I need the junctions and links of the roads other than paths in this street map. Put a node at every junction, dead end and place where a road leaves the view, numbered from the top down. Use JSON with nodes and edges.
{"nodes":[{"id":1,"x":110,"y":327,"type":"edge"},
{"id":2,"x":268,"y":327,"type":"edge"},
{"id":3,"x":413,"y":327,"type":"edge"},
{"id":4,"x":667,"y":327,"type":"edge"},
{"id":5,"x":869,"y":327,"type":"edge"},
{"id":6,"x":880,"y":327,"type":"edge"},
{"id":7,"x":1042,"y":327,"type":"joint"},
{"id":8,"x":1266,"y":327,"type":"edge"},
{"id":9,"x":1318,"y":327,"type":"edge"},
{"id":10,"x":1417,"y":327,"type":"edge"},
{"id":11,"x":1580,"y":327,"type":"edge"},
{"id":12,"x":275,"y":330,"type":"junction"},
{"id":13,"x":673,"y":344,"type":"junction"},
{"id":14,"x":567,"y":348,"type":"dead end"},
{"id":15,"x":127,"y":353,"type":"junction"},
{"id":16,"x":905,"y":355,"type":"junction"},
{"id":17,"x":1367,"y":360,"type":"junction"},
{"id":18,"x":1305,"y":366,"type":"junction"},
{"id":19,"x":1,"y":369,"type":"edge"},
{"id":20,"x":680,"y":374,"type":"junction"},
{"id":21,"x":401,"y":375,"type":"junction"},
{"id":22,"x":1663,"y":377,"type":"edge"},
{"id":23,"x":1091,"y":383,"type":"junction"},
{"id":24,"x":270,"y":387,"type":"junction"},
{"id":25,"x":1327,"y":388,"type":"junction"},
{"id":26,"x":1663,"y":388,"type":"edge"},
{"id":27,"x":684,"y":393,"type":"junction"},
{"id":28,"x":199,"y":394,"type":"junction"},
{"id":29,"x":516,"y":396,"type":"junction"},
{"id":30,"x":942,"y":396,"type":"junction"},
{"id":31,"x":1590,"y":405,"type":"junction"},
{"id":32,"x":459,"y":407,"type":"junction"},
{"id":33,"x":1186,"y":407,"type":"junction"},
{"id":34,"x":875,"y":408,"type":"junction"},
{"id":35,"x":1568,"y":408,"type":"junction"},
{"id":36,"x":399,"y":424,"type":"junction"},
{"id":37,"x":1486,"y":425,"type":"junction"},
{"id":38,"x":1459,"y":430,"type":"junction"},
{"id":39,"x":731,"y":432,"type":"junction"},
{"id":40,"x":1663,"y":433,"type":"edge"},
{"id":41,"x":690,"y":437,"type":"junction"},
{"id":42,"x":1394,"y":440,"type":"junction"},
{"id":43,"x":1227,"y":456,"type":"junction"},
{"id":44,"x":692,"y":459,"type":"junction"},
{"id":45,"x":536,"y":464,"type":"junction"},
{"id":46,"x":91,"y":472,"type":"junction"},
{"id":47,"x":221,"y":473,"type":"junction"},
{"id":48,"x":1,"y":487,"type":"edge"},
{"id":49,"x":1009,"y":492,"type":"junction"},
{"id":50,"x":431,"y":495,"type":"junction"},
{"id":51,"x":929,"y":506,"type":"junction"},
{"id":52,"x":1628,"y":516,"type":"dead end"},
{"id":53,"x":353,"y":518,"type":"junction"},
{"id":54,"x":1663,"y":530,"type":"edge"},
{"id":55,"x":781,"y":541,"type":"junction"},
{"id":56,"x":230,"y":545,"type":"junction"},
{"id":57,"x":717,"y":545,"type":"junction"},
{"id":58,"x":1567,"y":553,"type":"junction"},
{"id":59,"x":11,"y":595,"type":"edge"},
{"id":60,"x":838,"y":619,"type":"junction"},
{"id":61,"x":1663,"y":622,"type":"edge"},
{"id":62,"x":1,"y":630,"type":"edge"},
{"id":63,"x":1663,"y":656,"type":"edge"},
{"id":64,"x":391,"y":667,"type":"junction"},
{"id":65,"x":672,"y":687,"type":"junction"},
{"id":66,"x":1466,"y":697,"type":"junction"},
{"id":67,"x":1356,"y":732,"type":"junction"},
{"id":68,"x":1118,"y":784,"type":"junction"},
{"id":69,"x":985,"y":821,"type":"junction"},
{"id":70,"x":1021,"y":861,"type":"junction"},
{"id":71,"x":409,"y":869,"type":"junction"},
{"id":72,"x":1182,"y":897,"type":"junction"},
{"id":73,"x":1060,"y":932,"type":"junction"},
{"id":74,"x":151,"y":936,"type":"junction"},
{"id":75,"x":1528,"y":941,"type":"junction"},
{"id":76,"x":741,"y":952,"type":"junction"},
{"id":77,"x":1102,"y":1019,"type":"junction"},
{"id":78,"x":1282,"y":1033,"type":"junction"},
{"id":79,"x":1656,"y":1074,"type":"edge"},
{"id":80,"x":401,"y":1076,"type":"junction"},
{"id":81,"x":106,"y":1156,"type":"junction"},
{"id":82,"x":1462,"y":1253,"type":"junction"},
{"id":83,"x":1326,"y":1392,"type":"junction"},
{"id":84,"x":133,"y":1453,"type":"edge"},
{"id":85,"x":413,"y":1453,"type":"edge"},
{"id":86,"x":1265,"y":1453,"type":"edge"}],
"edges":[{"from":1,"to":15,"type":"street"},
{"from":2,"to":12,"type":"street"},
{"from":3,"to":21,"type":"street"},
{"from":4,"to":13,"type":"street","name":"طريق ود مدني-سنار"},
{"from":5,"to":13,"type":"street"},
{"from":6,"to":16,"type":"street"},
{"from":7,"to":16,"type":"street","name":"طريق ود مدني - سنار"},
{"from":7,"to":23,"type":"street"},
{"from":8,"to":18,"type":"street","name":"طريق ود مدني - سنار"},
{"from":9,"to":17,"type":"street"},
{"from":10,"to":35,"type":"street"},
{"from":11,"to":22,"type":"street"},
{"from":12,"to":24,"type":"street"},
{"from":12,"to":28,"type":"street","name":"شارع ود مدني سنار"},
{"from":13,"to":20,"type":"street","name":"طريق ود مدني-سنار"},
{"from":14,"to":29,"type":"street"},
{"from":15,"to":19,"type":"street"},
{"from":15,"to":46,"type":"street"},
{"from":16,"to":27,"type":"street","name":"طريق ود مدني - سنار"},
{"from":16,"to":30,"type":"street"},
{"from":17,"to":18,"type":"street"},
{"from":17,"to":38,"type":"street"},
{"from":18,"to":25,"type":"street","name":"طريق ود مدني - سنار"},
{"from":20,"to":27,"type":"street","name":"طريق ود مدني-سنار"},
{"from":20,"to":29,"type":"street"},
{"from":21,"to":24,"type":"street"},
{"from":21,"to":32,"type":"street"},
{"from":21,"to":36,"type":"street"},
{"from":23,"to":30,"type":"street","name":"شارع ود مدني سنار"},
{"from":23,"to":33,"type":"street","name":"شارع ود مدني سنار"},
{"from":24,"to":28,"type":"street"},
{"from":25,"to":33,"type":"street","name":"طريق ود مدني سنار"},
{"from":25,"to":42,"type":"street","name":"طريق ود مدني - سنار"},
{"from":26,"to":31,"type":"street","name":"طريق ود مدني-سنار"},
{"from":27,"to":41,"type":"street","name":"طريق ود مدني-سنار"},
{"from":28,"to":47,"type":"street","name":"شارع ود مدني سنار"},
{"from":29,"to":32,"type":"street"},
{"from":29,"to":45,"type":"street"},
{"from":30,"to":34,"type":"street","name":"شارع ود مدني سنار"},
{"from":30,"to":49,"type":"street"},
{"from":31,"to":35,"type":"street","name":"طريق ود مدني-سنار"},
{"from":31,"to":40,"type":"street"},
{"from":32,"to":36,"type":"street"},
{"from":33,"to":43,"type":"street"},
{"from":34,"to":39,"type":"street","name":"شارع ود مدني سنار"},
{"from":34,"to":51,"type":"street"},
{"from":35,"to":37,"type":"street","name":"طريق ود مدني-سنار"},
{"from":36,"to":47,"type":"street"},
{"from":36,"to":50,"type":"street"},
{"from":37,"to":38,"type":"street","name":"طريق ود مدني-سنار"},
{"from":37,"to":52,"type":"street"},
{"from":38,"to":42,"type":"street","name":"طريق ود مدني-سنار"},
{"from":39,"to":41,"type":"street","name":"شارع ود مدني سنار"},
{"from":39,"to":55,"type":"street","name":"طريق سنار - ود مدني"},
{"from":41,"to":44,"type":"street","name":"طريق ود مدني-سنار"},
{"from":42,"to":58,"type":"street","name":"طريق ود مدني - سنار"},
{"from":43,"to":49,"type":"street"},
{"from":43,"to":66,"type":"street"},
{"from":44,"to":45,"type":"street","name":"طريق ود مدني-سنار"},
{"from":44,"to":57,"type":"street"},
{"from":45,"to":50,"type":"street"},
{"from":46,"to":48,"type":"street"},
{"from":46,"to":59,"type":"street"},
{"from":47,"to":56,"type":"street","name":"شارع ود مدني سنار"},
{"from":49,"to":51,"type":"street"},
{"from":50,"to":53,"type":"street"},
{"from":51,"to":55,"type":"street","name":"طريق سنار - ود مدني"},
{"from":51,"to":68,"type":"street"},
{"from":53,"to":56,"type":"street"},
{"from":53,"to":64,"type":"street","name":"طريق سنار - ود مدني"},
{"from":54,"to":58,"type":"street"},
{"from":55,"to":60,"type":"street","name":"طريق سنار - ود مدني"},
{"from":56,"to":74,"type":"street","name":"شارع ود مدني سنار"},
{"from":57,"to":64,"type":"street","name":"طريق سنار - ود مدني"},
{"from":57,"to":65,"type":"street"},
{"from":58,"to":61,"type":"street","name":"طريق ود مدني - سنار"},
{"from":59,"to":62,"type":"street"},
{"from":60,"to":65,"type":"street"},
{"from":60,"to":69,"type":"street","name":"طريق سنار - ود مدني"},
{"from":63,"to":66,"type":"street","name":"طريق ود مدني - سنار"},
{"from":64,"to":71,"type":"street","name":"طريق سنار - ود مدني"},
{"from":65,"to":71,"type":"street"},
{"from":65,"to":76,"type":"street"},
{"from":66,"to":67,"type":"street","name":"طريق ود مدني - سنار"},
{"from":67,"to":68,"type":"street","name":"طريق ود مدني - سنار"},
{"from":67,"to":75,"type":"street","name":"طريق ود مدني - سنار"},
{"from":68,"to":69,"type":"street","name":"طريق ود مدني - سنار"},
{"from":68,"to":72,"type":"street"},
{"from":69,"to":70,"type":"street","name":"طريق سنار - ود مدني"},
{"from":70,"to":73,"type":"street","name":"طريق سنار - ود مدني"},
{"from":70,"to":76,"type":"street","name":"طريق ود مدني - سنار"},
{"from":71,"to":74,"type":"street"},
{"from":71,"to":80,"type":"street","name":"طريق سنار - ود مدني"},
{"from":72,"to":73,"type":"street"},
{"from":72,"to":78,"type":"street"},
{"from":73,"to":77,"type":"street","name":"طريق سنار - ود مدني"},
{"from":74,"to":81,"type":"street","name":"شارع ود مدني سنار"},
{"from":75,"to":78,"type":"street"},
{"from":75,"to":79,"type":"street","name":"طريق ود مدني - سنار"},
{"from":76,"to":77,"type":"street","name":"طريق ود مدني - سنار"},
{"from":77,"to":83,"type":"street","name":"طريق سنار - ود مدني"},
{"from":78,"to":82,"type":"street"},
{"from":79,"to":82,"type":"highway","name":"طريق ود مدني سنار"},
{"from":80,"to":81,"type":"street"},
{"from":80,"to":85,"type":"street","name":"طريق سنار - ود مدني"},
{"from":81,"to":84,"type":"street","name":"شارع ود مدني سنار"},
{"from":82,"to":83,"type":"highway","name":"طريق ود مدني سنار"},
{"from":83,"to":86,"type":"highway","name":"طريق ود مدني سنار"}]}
##############################
**YOUR OBJECTIVE**
Search the data above for the string "highway" and copy each line that has it.

**SOLUTION TO THIS PROBLEM**
{"from":79,"to":82,"type":"highway","name":"طريق ود مدني سنار"},
{"from":82,"to":83,"type":"highway","name":"طريق ود مدني سنار"},
{"from":83,"to":86,"type":"highway","name":"طريق ود مدني سنار"}]}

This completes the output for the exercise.